Sean Baker, 39, and Beth Higgins, 33, moved to Denver from New York City, looking for a more affordable place to live. - 

Ages: He’s 39; she’s 33.

Occupations: Sean is manager of corporate partnerships with the Colorado Symphony. Beth does marketing finance for Sling TV. 

Family Size: Two adults, two cats.

Rent: $2,200 for a 2-bedroom apartment in Capitol Hill.

Student Loan Debt: $228,000

Sean: We moved here in December of 2016. Living in New York City for so long, homeownership was not even something that I ever considered when I was there, because it was just — between student loans and the amount of money that it would cost to buy a place — never going to be an option for me, working in a nonprofit, in the arts. But I'd like to believe that it's a reality out here.

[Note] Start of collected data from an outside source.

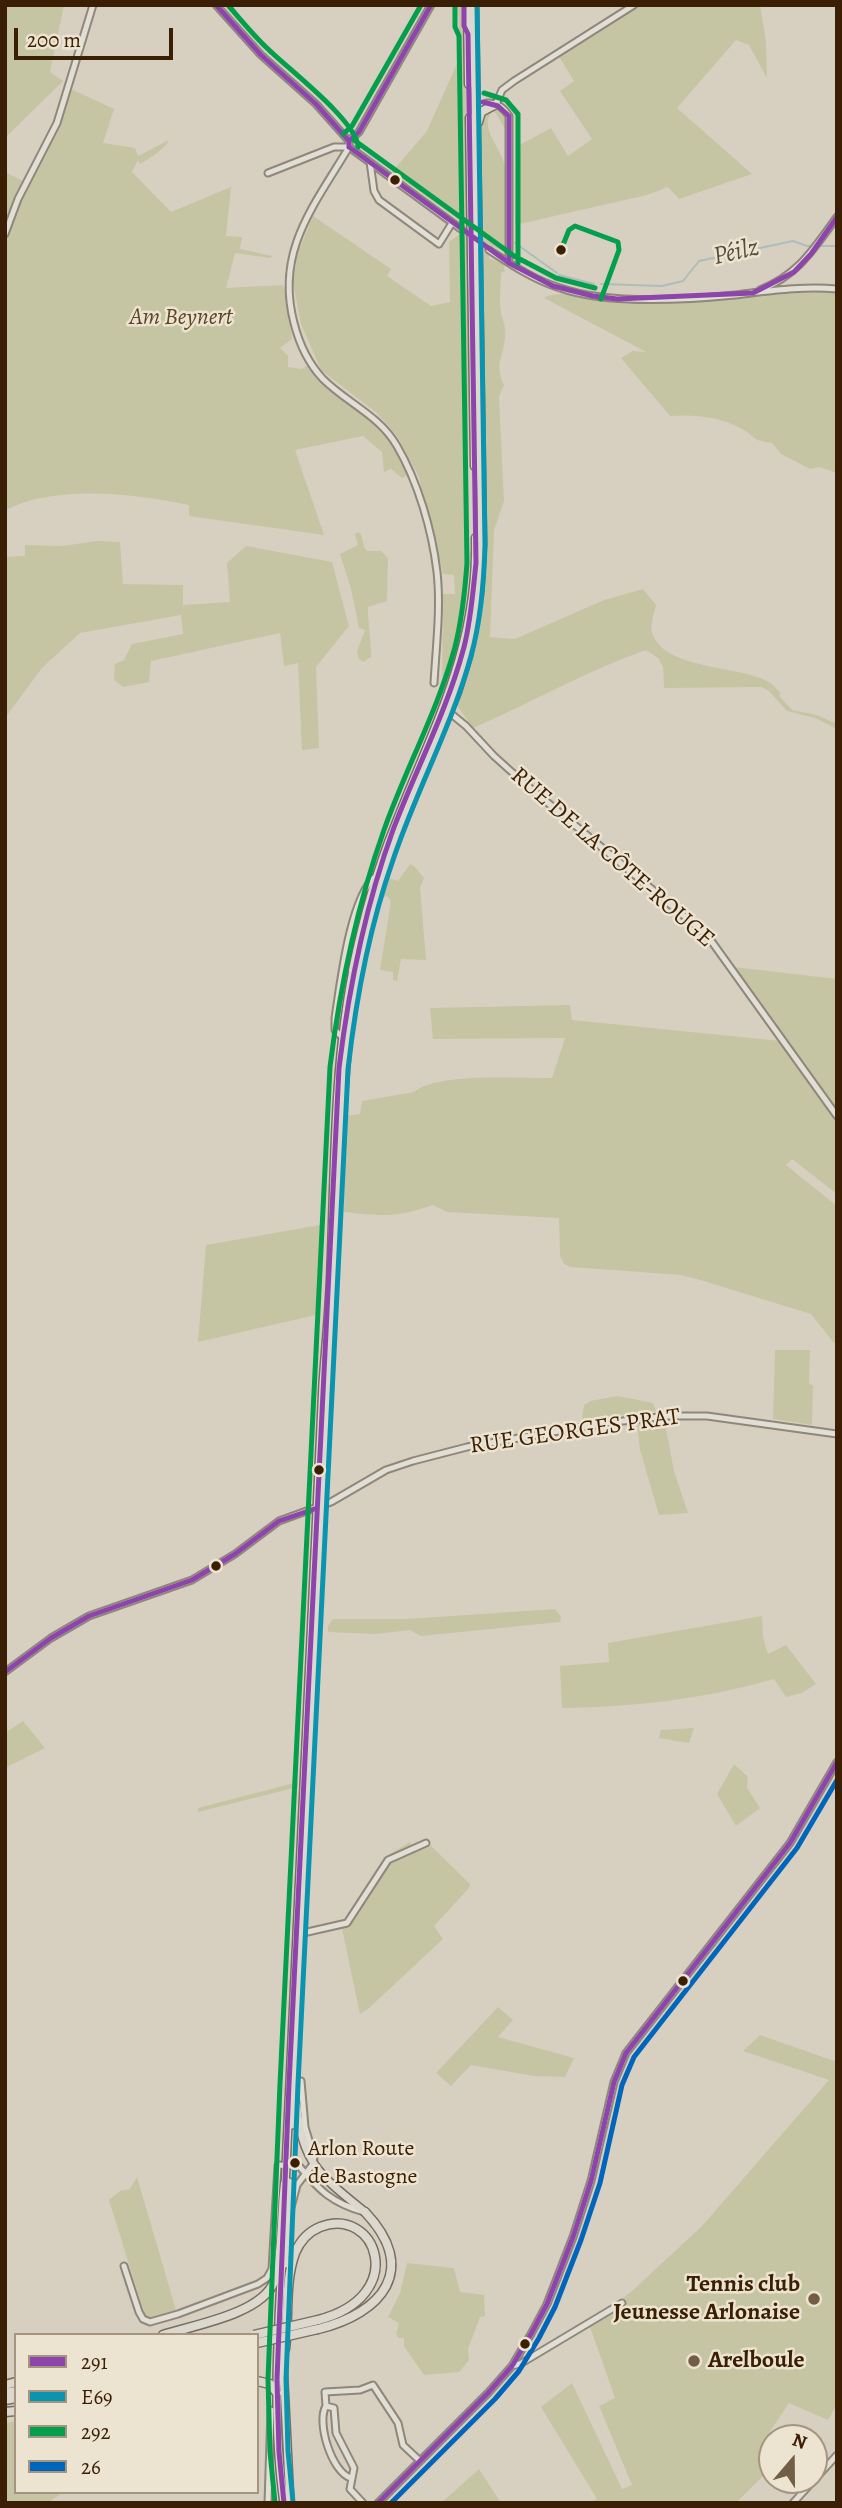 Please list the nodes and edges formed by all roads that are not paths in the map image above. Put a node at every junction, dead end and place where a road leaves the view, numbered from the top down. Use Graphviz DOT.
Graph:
graph roads {
  1 [pos="93,5"];
  2 [pos="215,5"];
  3 [pos="431,5"];
  4 [pos="466,5"];
  5 [pos="474,5"];
  6 [pos="634,5"];
  7 [pos="471,34"];
  8 [pos="491,104"];
  9 [pos="349,144"];
  10 [pos="370,162"];
  11 [pos="268,173"];
  12 [pos="477,199"];
  13 [pos="837,217"];
  14 [pos="452,223"];
  15 [pos="461,229"];
  16 [pos="5,234"];
  17 [pos="474,246"];
  18 [pos="489,250"];
  19 [pos="509,263"];
  20 [pos="837,289"];
  21 [pos="753,293"];
  22 [pos="434,683"];
  23 [pos="449,712"];
  24 [pos="378,875"];
  25 [pos="356,971"];
  26 [pos="342,1038"];
  27 [pos="837,1116"];
  28 [pos="837,1434"];
  29 [pos="321,1506"];
  30 [pos="5,1672"];
  31 [pos="837,1762"];
  32 [pos="426,1843"];
  33 [pos="303,1933"];
  34 [pos="298,2081"];
  35 [pos="313,2164"];
  36 [pos="288,2165"];
  37 [pos="305,2174"];
  38 [pos="285,2184"];
  39 [pos="365,2212"];
  40 [pos="287,2221"];
  41 [pos="124,2266"];
  42 [pos="621,2303"];
  43 [pos="318,2324"];
  44 [pos="169,2333"];
  45 [pos="259,2334"];
  46 [pos="259,2342"];
  47 [pos="285,2349"];
  48 [pos="284,2362"];
  49 [pos="512,2366"];
  50 [pos="259,2381"];
  51 [pos="278,2393"];
  52 [pos="326,2406"];
  53 [pos="271,2410"];
  54 [pos="837,2455"];
  55 [pos="420,2461"];
  56 [pos="351,2478"];
  57 [pos="268,2503"];
  58 [pos="284,2503"];
  59 [pos="290,2503"];
  60 [pos="363,2503"];
  61 [pos="378,2503"];
  62 [pos="793,2503"];
  1 -- 16 [label="street"];
  2 -- 9 [label="street"];
  3 -- 9 [label="street"];
  4 -- 7 [label="highway"];
  5 -- 7 [label="highway"];
  6 -- 8 [label="street"];
  7 -- 8 [label="highway"];
  7 -- 12 [label="highway"];
  7 -- 17 [label="highway"];
  8 -- 12 [label="highway"];
  8 -- 19 [label="street"];
  9 -- 10 [label="street"];
  9 -- 11 [label="street"];
  9 -- 22 [label="street"];
  10 -- 14 [label="street"];
  10 -- 14 [label="street"];
  12 -- 17 [label="highway"];
  13 -- 21 [label="street"];
  14 -- 15 [label="street"];
  17 -- 23 [label="highway"];
  17 -- 24 [label="highway"];
  18 -- 19 [label="street"];
  19 -- 21 [label="street"];
  20 -- 21 [label="street"];
  23 -- 25 [label="highway"];
  23 -- 27 [label="street, RUE DE LA CÔTE-ROUGE"];
  24 -- 25 [label="highway"];
  24 -- 26 [label="street"];
  25 -- 26 [label="main road"];
  25 -- 29 [label="main road"];
  26 -- 29 [label="main road"];
  28 -- 29 [label="street, RUE GEORGES PRAT"];
  29 -- 30 [label="street, RUE GEORGES PRAT"];
  29 -- 33 [label="main road"];
  29 -- 36 [label="main road"];
  31 -- 49 [label="street"];
  32 -- 33 [label="street"];
  33 -- 34 [label="main road"];
  34 -- 35 [label="main road"];
  34 -- 36 [label="main road"];
  35 -- 37 [label="street"];
  35 -- 39 [label="main road"];
  36 -- 37 [label="street"];
  36 -- 38 [label="main road"];
  36 -- 40 [label="main road"];
  36 -- 41 [label="street"];
  37 -- 39 [label="street"];
  37 -- 40 [label="street"];
  38 -- 44 [label="highway"];
  38 -- 51 [label="main road"];
  39 -- 43 [label="highway"];
  40 -- 48 [label="main road"];
  42 -- 49 [label="street"];
  43 -- 45 [label="highway, bridge"];
  43 -- 46 [label="highway, bridge"];
  43 -- 47 [label="highway"];
  47 -- 48 [label="main road"];
  48 -- 59 [label="main road"];
  49 -- 55 [label="street"];
  50 -- 51 [label="highway"];
  51 -- 58 [label="main road"];
  52 -- 55 [label="street"];
  52 -- 56 [label="street"];
  52 -- 56 [label="street"];
  53 -- 57 [label="street"];
  54 -- 62 [label="street"];
  55 -- 61 [label="street"];
  56 -- 60 [label="street"];
}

It was actually one of the reasons that we decided to leave the city in the first place.

Beth: We've got a gym and a pool and everything, and that was one of my stipulations when we moved from New York. I was like, “I'm not leaving the city unless I can live like a king.” And so we came out here and, whether it was wise or not and probably wasn't, we got the fancy new building and it has been really wonderful. I also like the freedom that being a renter provides, at least right now. I personally don't feel like I've found my city yet, and so I know if we bought something right now I might feel quite trapped by that.

More to Come

Homeownership has fallen across the board since before the housing crisis, but people of color — and particularly African-Americans — have seen greater declines. According to a report from the Urban Institute, black homeownership fell by 5.6 percent between 2006 and 2016, compared to a 2.6 percent decline for white households. Share your experience below or email us at talktous@marketplace.org and we might include it in a forthcoming story.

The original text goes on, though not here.